Dec 18, 2022

Smarter Than You Think

I finished Smarter Than You Think by Clive Thompson1 today. I started it many months ago, it was a book I read in fits and starts. I thought it approached the subject of “what is technology doing to how we think” well enough, with lots of references to historical precedence (people thinking writing would ruin the mind hundreds of years ago) and non-technical studies of similar topics like shared knowledge and the overhead of organizing large and wide knowledge networks.

One of the more interesting parts, at least to me, was about solving puzzles collectively. He talks at length about video games, and wiki pages for games contributed to by large sets of people, which means every facet of a game can be documented in depth and at speed. He references Skyrim a lot but I found this playing through Elden Ring recently. The game does not present a deep story unless you know what to look for, and many of the puzzles are fair if you know what you’re looking for, but… you might honestly have no idea what you’re looking for. You can search online for the smallest part of the game and find everything you could ever want to know about it. There’s deep backstory on Reddit that you’d think was fan-fiction except it comes with references!

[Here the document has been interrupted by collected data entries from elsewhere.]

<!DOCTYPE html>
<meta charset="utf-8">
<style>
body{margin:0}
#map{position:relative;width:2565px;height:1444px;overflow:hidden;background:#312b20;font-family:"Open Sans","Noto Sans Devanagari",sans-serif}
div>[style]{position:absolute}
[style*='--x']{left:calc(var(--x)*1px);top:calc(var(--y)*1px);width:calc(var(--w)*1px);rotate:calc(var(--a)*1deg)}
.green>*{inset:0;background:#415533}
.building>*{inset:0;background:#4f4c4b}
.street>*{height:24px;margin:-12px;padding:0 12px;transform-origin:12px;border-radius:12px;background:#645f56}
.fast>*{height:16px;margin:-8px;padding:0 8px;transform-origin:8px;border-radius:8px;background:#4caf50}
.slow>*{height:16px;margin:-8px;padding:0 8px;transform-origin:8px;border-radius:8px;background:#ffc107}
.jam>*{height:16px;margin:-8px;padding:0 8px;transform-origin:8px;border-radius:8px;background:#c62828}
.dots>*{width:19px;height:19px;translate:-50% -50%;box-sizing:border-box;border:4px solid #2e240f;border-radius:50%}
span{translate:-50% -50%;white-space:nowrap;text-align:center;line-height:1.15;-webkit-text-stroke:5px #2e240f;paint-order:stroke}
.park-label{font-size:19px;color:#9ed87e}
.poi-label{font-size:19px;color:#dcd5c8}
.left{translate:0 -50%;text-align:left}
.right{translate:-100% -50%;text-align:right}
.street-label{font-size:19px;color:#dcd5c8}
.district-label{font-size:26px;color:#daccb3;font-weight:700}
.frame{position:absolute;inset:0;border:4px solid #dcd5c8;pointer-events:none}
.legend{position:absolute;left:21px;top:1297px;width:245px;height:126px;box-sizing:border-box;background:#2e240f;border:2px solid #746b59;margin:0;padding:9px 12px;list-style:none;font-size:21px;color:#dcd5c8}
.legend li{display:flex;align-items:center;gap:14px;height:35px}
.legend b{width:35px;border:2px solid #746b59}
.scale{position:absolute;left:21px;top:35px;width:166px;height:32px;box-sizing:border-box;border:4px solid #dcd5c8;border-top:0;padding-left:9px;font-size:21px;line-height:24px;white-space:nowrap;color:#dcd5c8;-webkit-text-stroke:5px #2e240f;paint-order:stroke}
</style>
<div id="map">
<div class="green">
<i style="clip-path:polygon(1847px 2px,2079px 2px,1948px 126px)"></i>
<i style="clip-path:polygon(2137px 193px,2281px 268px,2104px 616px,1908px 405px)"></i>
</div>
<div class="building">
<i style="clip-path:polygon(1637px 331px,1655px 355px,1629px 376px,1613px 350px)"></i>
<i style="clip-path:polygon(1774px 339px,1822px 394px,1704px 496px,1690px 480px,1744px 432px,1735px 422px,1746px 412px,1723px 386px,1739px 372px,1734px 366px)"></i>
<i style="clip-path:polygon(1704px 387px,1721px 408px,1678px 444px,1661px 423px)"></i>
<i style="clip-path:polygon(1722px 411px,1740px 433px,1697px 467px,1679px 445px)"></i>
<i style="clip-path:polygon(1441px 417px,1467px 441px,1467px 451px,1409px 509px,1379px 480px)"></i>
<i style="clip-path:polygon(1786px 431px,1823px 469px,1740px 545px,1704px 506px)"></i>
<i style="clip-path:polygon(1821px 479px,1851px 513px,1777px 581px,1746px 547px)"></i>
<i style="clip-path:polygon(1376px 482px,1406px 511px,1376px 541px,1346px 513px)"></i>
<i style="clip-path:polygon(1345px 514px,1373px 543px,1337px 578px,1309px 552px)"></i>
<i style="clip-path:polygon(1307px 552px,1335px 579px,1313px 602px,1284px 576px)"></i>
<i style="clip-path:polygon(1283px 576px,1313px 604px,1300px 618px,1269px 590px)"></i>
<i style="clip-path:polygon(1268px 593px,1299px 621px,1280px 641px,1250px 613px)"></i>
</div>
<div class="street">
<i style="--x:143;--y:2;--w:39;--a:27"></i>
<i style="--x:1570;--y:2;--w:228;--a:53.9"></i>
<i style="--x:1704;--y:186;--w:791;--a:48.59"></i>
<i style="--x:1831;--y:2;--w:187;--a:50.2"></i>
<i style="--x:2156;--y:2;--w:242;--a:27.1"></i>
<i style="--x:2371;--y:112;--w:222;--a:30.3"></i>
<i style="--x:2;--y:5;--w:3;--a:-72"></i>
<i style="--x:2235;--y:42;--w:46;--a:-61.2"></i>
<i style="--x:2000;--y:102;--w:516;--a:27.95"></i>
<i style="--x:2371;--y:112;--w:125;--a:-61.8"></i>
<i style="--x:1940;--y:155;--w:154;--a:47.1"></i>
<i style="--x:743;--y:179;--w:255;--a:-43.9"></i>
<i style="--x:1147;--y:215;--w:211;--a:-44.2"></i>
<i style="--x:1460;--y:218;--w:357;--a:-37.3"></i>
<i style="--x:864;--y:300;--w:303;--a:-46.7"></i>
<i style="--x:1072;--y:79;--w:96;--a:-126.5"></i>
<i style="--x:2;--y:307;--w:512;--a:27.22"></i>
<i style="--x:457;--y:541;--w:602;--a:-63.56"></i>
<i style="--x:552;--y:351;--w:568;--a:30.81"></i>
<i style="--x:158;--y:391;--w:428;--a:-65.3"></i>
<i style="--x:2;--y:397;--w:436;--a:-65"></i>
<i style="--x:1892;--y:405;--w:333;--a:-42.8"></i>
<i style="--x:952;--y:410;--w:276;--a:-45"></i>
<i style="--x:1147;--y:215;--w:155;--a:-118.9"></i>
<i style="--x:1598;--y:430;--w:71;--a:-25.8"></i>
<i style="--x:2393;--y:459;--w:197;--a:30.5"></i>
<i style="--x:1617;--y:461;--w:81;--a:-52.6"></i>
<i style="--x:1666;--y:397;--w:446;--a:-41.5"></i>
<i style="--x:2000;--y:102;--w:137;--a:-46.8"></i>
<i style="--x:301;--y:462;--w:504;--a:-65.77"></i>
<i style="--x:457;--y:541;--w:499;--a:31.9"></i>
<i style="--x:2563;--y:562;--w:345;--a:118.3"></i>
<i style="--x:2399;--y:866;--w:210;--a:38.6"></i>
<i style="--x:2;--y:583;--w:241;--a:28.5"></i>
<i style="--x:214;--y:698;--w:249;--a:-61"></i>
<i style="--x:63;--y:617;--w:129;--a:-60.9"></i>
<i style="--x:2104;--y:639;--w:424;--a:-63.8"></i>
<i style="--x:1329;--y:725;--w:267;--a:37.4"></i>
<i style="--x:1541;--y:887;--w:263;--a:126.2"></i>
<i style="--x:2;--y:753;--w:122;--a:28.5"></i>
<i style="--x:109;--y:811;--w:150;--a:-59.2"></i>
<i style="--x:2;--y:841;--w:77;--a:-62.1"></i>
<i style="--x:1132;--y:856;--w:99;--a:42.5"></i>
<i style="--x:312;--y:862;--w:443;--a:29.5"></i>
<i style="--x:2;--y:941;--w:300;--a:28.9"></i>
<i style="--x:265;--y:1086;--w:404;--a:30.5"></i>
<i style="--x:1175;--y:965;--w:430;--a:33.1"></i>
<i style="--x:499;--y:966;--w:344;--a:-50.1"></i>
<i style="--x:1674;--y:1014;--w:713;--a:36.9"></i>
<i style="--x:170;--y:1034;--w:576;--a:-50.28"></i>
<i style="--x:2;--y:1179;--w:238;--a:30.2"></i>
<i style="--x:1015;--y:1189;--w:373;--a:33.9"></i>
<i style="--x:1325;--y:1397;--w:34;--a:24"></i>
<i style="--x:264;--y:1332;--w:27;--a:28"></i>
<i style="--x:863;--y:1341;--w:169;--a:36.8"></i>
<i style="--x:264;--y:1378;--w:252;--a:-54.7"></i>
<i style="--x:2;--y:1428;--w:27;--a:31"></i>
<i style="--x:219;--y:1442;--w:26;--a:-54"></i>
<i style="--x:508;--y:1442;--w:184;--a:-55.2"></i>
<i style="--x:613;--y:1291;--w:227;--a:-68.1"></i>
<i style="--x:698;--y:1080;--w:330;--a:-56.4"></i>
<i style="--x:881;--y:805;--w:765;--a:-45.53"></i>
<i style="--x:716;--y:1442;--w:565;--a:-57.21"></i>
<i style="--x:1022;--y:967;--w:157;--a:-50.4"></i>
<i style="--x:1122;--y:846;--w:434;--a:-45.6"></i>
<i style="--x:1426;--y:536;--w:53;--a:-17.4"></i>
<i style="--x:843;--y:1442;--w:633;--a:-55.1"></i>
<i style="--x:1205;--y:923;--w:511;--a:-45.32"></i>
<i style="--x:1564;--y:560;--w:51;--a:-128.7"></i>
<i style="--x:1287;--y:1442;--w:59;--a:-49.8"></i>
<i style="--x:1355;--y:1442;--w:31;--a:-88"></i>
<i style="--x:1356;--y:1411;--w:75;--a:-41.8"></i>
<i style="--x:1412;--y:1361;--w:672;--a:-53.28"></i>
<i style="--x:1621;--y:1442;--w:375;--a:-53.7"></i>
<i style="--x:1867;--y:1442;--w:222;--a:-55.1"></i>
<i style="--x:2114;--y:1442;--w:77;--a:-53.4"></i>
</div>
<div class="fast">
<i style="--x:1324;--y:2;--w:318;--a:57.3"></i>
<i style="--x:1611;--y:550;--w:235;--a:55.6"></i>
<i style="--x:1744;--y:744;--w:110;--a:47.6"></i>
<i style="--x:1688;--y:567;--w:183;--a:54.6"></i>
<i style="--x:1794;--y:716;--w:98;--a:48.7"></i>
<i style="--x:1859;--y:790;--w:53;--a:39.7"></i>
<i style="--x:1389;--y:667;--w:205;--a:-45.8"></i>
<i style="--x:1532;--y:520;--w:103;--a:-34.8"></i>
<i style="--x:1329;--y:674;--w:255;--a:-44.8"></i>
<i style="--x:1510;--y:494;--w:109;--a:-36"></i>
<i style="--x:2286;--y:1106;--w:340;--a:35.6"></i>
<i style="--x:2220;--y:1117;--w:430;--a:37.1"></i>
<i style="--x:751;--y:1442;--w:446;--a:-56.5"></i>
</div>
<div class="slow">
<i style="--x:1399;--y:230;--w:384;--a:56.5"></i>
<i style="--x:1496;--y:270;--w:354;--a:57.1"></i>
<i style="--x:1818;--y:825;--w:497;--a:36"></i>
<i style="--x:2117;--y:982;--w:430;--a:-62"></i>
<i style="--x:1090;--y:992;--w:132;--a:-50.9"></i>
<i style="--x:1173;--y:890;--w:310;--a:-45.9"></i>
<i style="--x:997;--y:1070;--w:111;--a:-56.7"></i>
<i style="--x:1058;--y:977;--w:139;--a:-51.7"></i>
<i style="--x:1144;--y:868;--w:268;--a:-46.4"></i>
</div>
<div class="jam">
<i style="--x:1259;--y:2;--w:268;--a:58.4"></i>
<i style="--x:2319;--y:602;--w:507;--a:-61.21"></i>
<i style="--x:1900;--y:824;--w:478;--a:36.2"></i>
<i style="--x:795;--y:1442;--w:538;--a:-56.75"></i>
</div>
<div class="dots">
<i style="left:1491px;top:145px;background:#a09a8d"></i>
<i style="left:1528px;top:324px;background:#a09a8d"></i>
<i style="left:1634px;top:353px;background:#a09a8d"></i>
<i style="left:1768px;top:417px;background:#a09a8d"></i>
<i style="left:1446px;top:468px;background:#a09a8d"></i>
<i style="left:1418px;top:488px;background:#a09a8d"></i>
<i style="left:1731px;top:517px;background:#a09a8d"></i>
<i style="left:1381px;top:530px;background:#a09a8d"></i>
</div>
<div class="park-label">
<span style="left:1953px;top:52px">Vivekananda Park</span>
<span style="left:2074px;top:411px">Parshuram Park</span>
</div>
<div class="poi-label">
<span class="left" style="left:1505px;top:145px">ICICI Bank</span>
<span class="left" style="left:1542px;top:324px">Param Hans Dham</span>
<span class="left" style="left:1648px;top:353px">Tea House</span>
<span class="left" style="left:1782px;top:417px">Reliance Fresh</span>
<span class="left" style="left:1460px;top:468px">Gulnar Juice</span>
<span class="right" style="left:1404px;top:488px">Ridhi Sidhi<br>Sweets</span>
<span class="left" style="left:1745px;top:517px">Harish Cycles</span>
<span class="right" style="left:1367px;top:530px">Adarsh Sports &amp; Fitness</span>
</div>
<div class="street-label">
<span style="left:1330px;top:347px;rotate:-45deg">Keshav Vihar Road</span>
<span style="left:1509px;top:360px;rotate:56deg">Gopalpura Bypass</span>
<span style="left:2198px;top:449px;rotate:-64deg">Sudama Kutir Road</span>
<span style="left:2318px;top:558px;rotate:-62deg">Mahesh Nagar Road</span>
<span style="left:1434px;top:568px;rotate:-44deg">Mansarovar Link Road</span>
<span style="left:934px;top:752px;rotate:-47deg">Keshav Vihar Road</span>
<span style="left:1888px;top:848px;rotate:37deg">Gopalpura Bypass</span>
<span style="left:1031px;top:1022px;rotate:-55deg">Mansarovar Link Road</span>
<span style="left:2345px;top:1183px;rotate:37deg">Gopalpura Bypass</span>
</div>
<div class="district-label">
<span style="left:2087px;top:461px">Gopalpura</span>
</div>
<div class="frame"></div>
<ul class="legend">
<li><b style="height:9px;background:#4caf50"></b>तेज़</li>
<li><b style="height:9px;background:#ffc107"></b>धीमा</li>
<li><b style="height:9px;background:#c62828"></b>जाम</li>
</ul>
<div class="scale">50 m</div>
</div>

And it’s true of almost everything. I’ve been playing guitar more this Winter, and I like to search for “how did player X get their tone”. The information is out there, and you begin to realize that a lot of good electric guitar players from the 60s and 70s were ok guitar players who had access to the equipment and information that allowed them to get great tone. Today you can Google it and get the same tone in a digital modeler (more technology!) in five minutes. The ease is obvious when you start to search for instrumental electric guitarists in your favorite streaming music platform: there’s thousands of them, and the music skews heavily towards the last ten years or so, when not only did digital recording get easier, sharing information on how to play and inspiration for playing did too. Heck, some of the best known guitarists now don’t even record often, they post on Instagram and play live. Hard to say that’s a bad thing for humanity.

There was one salient bit later in the book about Twitter:

One study homed in on Twitter users who displayed “clear political preference,” as with right-wing Twitter users following Fox News, or left-wing Twitter users following The New York Times. It turns out these users inadvertently got a more diverse set of news delivered via other people they followed, because their friends would tweet tidbits from the other side of the political spectrum. Indeed, 17.8 percent of the left-wing Twitter users were seeing right-wing media via retweets from people they followed, and the right-wing Twitter users saw even more—57.2 percent of them were seeing left-wing media.

So someone right leaning goes and buys Twitter and now how do you think that skews? And what impact does that skewing (and the algorithm behind the skewing) have on us as a society? That’s a question the book can’t answer, we’re learning that one in real time.


  1. His blog is sadly and oddly dead. Oddly because it’s mentioned in the book more than once.